# Wich Descender for SRT



## Ace12 (Jan 1, 2009)

for those of you who climb SRT, wich descending device do you use and why?


----------



## woodchux (Jan 1, 2009)

I use a munter hitch on a biner... simple no extra gear needed.


----------



## Fireaxman (Jan 1, 2009)

I have a Petzl I'd, a GrisGris, a Petzl STOP, a Cardoid Figure 8, a Rescue 8, and I occasionally use a Munter. The I'd is absolutely the safest because of the Panic Stop feature and the extra cleat to make it fail safe if you put it on upside down. But I am using the STOP more and more frequently because it takes up slack more easily in short ascents and because I dont have to take it off the carabiner, or take the carabiner off my harness, to install it mid air.
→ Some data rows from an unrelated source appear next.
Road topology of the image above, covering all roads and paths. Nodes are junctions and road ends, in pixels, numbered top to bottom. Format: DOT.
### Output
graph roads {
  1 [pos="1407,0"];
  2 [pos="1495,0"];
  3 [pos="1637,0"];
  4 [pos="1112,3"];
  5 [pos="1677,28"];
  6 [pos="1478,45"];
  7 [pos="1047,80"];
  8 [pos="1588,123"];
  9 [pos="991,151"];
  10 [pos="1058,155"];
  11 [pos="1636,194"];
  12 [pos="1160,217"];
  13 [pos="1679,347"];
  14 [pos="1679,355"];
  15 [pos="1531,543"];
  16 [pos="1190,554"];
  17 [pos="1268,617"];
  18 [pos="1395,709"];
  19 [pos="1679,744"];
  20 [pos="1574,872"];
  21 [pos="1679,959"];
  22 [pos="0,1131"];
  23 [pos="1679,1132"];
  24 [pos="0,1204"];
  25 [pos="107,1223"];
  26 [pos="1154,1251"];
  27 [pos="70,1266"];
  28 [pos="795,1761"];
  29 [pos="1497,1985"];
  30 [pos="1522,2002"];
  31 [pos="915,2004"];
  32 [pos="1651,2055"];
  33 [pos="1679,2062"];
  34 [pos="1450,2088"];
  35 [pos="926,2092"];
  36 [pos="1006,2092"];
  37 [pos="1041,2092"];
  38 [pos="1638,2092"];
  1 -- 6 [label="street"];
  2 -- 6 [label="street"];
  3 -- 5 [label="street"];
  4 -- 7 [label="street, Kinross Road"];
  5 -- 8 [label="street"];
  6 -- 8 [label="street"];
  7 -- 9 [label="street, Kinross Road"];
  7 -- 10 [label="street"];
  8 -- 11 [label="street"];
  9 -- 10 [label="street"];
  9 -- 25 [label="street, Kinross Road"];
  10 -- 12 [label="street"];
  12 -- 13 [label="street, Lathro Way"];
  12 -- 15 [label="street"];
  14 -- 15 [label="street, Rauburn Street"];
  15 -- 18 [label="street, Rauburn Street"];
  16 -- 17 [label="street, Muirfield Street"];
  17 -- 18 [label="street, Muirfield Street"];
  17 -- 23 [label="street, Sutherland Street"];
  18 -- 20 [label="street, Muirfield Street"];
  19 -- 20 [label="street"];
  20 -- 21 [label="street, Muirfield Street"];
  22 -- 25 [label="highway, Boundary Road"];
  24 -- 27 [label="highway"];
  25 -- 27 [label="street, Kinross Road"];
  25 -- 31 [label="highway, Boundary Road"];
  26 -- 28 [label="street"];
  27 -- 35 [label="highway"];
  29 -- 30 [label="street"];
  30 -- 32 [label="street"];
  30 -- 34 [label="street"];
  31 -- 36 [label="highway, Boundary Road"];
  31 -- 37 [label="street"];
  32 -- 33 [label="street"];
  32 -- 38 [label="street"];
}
It only works with 9 to 12mm though. I have to use the I'd (mine is a Large) for 1/2". I got the I'd when I was climbing mostly on Arbor Plex, Blue Streak, Spearment, and the original New England 1/2" static kernmantle. Then someone put me on to Blaze and Hi-vy, and I probably have bought my last piece of AP.
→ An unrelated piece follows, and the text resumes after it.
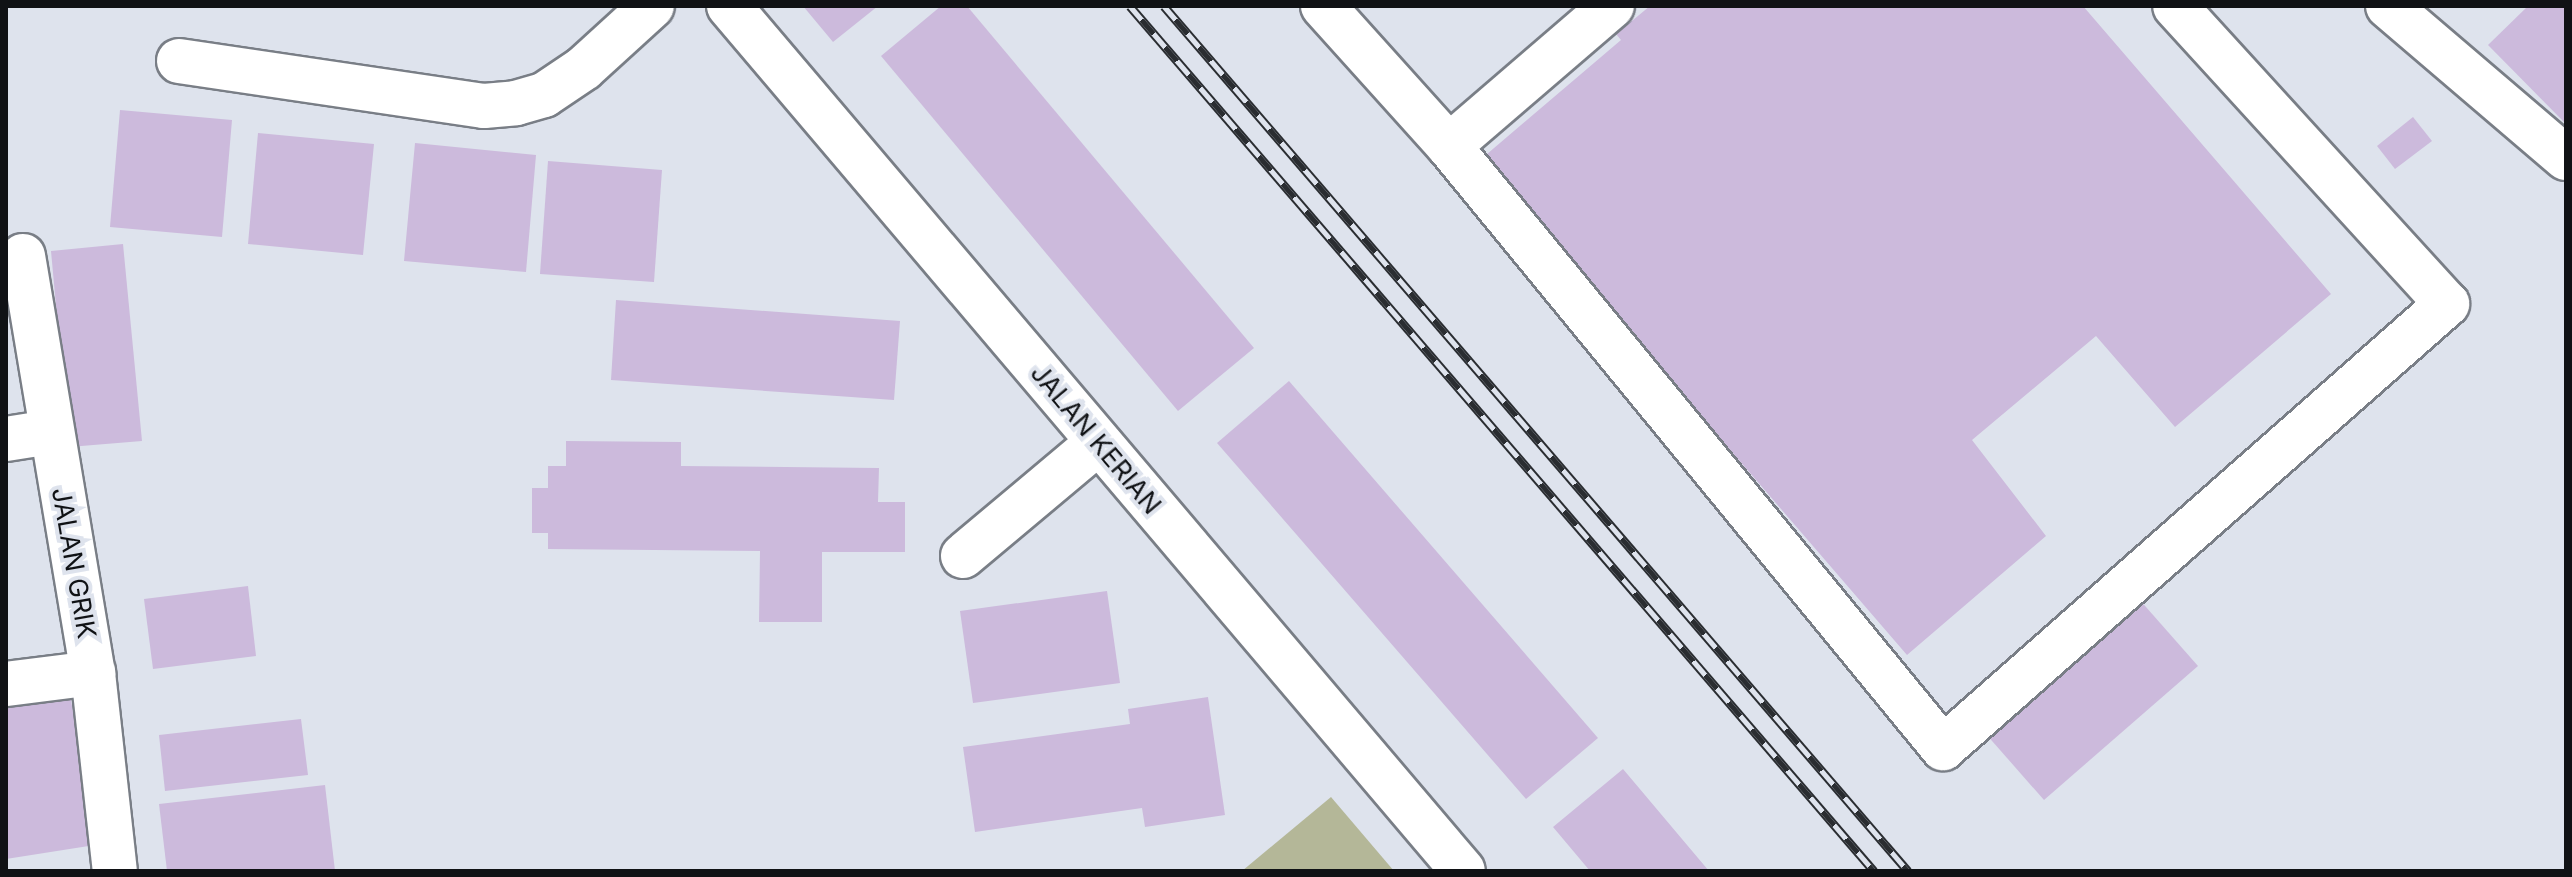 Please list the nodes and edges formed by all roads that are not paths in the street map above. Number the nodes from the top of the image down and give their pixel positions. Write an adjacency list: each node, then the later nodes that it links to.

I like the STOP, GrisGris, and I'd over the Munter and figure 8s when I am climbing SRT exclusively and when I am using a single rope as a secondary tie in blocking down a spar because I CAN descend on them with only one hand in an emergency (although you are supposed to control descent with the other hand). I use the 8s and Munter mostly to take some of the friction off my friction hitch in long Ddrt (2 part line dynamic) descents. The Rescue 8 is also great for rigging, lowering limbs and pieces of spar.


----------



## Ace12 (Jan 1, 2009)

I have 11mm static rope and will probably use that most of the time. Can static be used with DdRT, if I decide to give it a try someday?


----------



## Ace12 (Jan 1, 2009)

TreeCo said:


> I've done a lot of climbing on 1/2 inch New England KMIII and it's a static rope. All arborist climbing ropes are considered static....or very close to static. None are even close to being dynamic.



Well mine is pretty stiff though. It's PMI Static rope, toughest on the planet, designed originaly for caving.


----------



## davej (Jan 2, 2009)

Ace12 said:


> I have 11mm static rope and will probably use that most of the time. Can static be used with DdRT, if I decide to give it a try someday?
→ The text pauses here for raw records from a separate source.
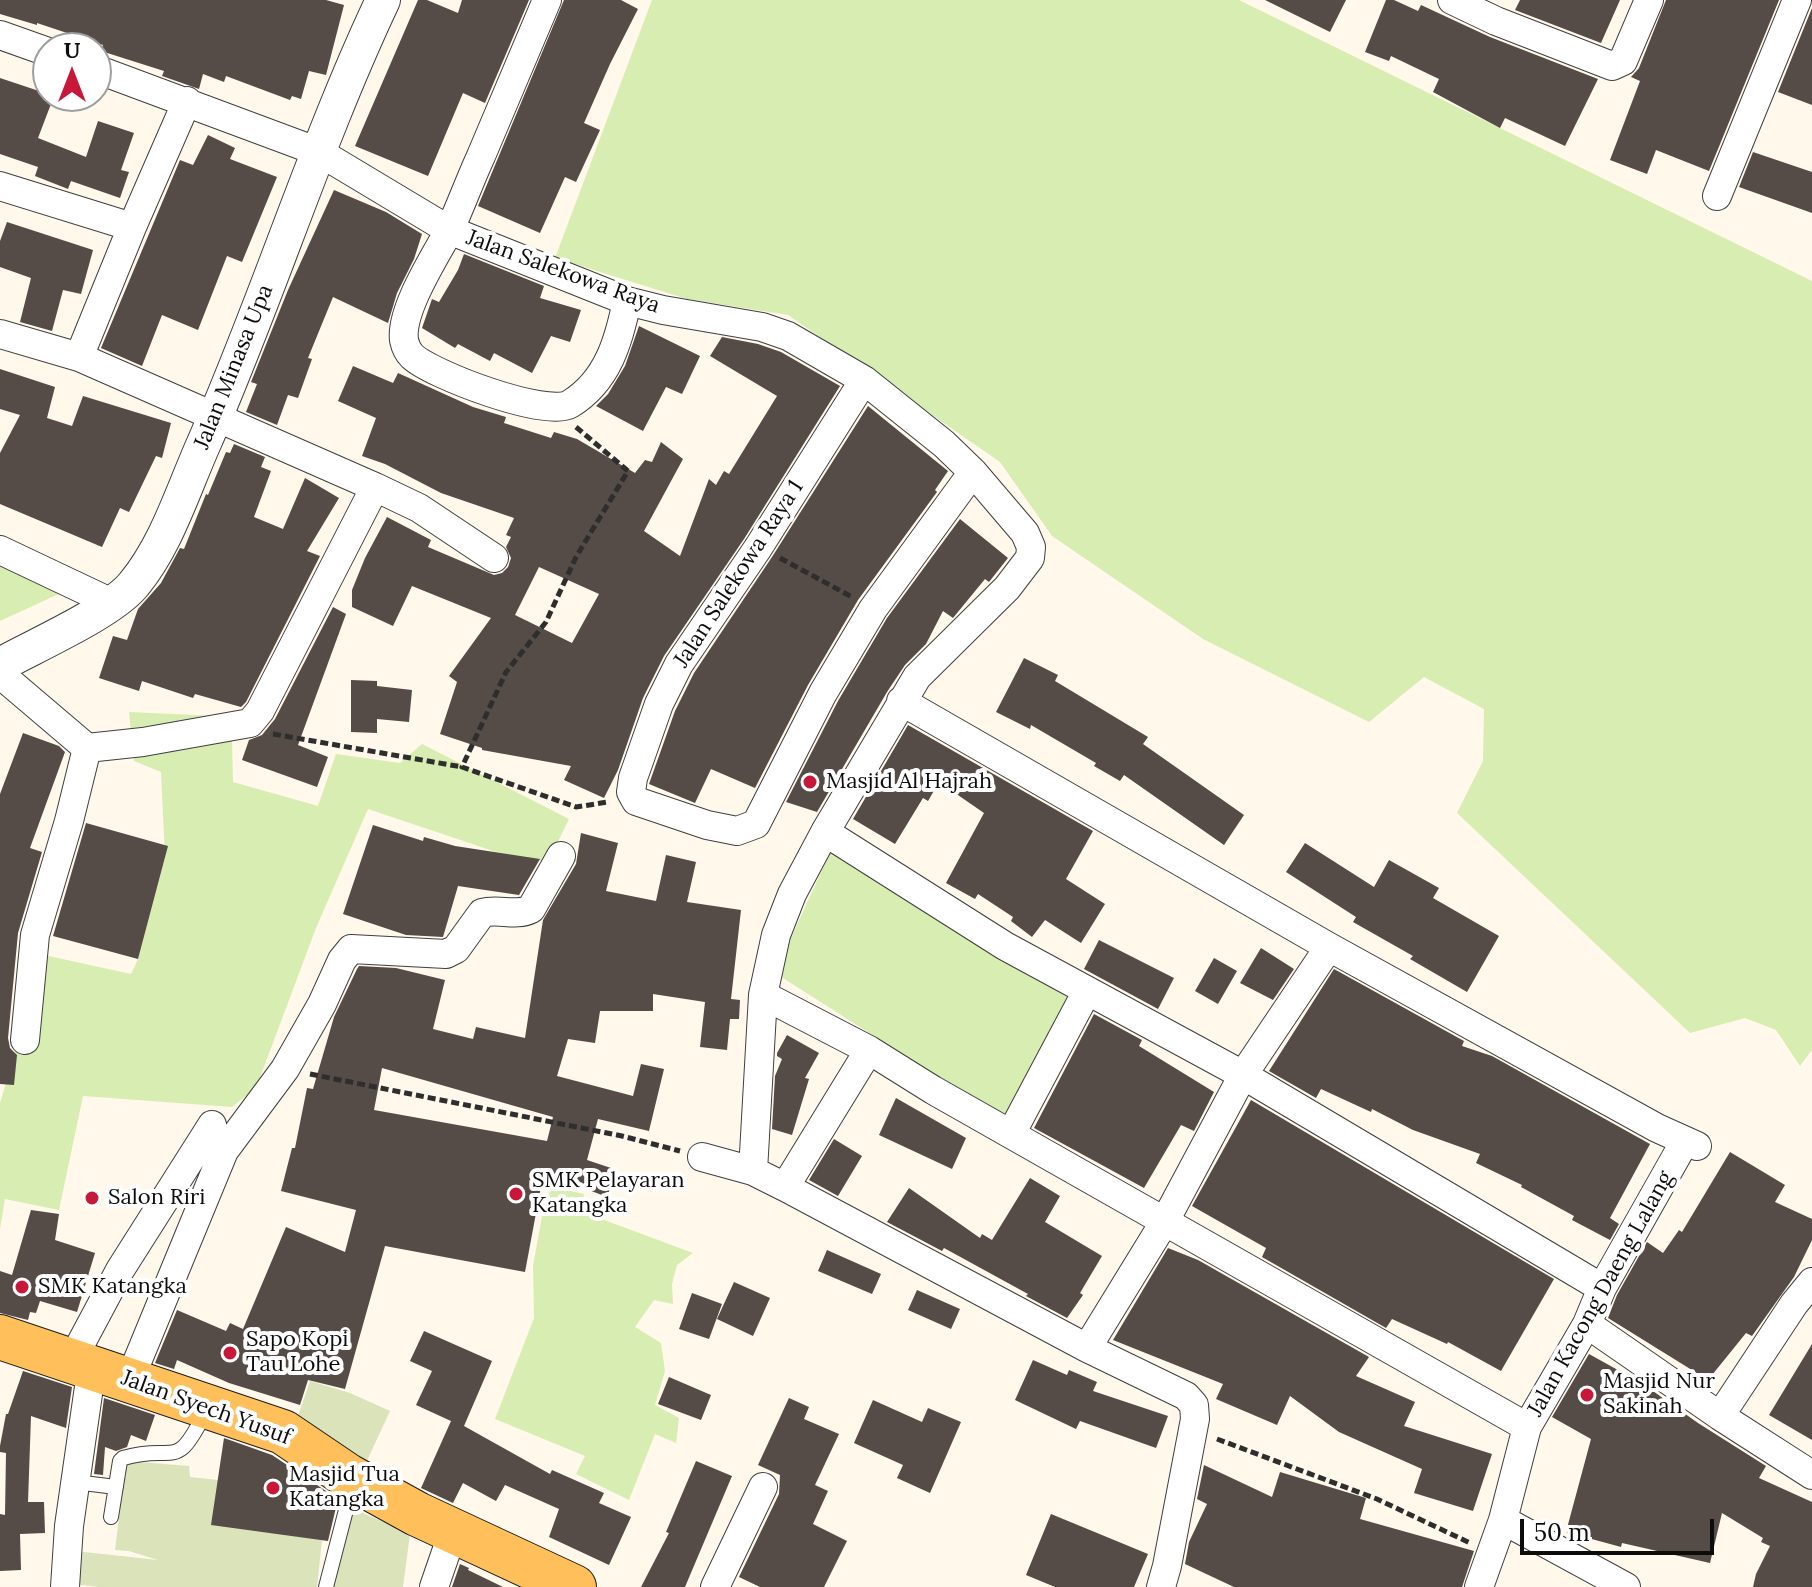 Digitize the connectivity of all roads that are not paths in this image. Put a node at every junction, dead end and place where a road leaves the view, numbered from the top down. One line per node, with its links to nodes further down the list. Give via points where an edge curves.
1 (547, 0): 15 (street)
2 (1452, 0): 6 (street)
3 (1649, 0): 6 (street, via 1623,61 1612,66)
4 (1797, 0): 13 (street)
5 (373, 3): 11 (street, Jalan Minasa Upa)
6 (1500, 10)
7 (0, 35): 8 (street)
8 (32, 46)
9 (112, 75): 10 (street, Jalan Salekowa Raya)
10 (187, 101): 11 (street, Jalan Salekowa Raya); 14 (street)
11 (319, 152): 15 (street, Jalan Salekowa Raya); 20 (street, Jalan Minasa Upa)
12 (0, 186): 14 (street)
13 (1717, 196)
14 (132, 227): 18 (street)
15 (449, 230): 16 (street, Jalan Salekowa Raya); 16 (street, via 423,276 405,323 404,341 410,354 426,366 476,387 556,409 570,404 612,357)
16 (627, 301): 19 (street, Jalan Salekowa Raya, via 762,327 788,336)
17 (0, 334): 18 (street)
18 (79, 357): 20 (street)
19 (864, 380): 21 (street, Jalan Salekowa Raya); 21 (street, Jalan Salekowa Raya 1, via 679,664 659,704 632,785 636,801 737,831 756,824 873,609)
20 (216, 416): 22 (street); 25 (street, Jalan Minasa Upa, via 159,544 134,585)
21 (973, 472): 28 (street, Jalan Salekowa Raya, via 1025,533 1030,558 917,677)
22 (375, 487): 24 (street, via 419,508); 29 (street, via 250,723)
23 (0, 550): 25 (street)
24 (494, 558)
25 (112, 603): 26 (street, Jalan Minasa Upa)
26 (0, 665)
27 (0, 674): 29 (street)
28 (901, 701): 30 (street); 32 (street)
29 (87, 748): 35 (street, via 35,935)
30 (825, 832): 33 (street, via 1005,946); 34 (street, via 776,935)
31 (561, 856): 49 (street, via 531,909 482,913 456,949 446,954 351,949 285,1069 224,1151)
32 (1329, 947): 37 (street); 45 (street, Jalan Kacong Daeng Lalang, via 1691,1143)
33 (1087, 991): 37 (street); 39 (street)
34 (763, 995): 36 (street); 41 (street)
35 (25, 1040)
36 (869, 1050): 39 (street); 42 (street)
37 (1243, 1075): 43 (street); 45 (street)
38 (212, 1125): 49 (street, via 120,1270)
39 (1011, 1134): 43 (street)
40 (702, 1157): 41 (street)
41 (753, 1171): 42 (street)
42 (785, 1187): 48 (street)
43 (1165, 1221): 48 (street); 52 (street)
44 (1812, 1282): 51 (street)
45 (1602, 1288): 46 (street, Jalan Kacong Daeng Lalang)
46 (1587, 1324): 51 (street); 52 (street, Jalan Kacong Daeng Lalang)
47 (0, 1337): 49 (main road, Jalan Syech Yusuf)
48 (1087, 1348): 66 (street, via 1186,1396 1194,1405)
49 (98, 1369): 50 (main road, Jalan Syech Yusuf); 55 (street)
50 (208, 1407): 54 (main road, Jalan Syech Yusuf, via 283,1432); 56 (lane, via 178,1453 123,1458)
51 (1720, 1416): 53 (street)
52 (1527, 1427): 59 (street, Jalan Kacong Daeng Lalang)
53 (1812, 1475)
54 (354, 1479): 60 (main road, Jalan Syech Yusuf); 62 (lane)
55 (75, 1482): 56 (lane); 61 (street)
56 (116, 1487): 58 (lane)
57 (763, 1487): 65 (street)
58 (111, 1517)
59 (1503, 1520): 67 (street, Jalan Kacong Daeng Lalang); 68 (street)
60 (454, 1529): 63 (street); 64 (main road, Jalan Syech Yusuf)
61 (65, 1587)
62 (326, 1587)
63 (434, 1587)
64 (574, 1587)
65 (715, 1587)
66 (1161, 1587)
67 (1479, 1587)
68 (1626, 1587)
All arborist rope is static but I've heard people say that arborist rope is different from static rock climbing rope.


----------



## Fireaxman (Jan 2, 2009)

TreeCo said:


> I've done a lot of climbing on 1/2 inch New England KMIII and it's a static rope. All arborist climbing ropes are considered static....or very close to static. None are even close to being dynamic.



Probably depends on the rope. If TreeCo tells me KMIII is good for dynamic, I'll take that to the bank. I've never gotten any bad advice from him. But the *FIRST* generation New England 1/2" kernmantle that I have had for (I'm guessing) 10 years is far too stiff to tie back on itself with a Blakes or Taughtline in the traditional setup. Probably would be workable with a split tail and any of the "Advanced" friction hitches in a smaller and more supple accessory cord, but even then the tie in to the saddle would be bulky at best and might tend to work its way out. Somebody also tried to give me some Petzl 9mm Static that I had no use for except Zip line, too stiff.

The modern kernmantles and double braids with a stiffer outside braid that I have tried, however, have been Wonderful SRT or DdRT. TreeCo says KM III. I've used Blaze and Poison Hi-vy. A freind just bought some HTP and I am anxious to try that, even though it is not advertised for DdRT. It seems to be supple enough, but Sherrill calls the "Knotability" a "4".

Sherrill lists 8 ropes as good for SRT and DdRT on page 3 of their catalog. Ace12, I dont see PMI in their list, but they dont advertise caving supplies much.


----------



## Ghillie (Jan 2, 2009)

Ace12 said:


> Well mine is pretty stiff though. It's PMI Static rope, toughest on the planet, designed originaly for caving.



Are you using PMI EZ bend?


----------



## Ace12 (Jan 3, 2009)

I have both, EZ bend and Max Wear


----------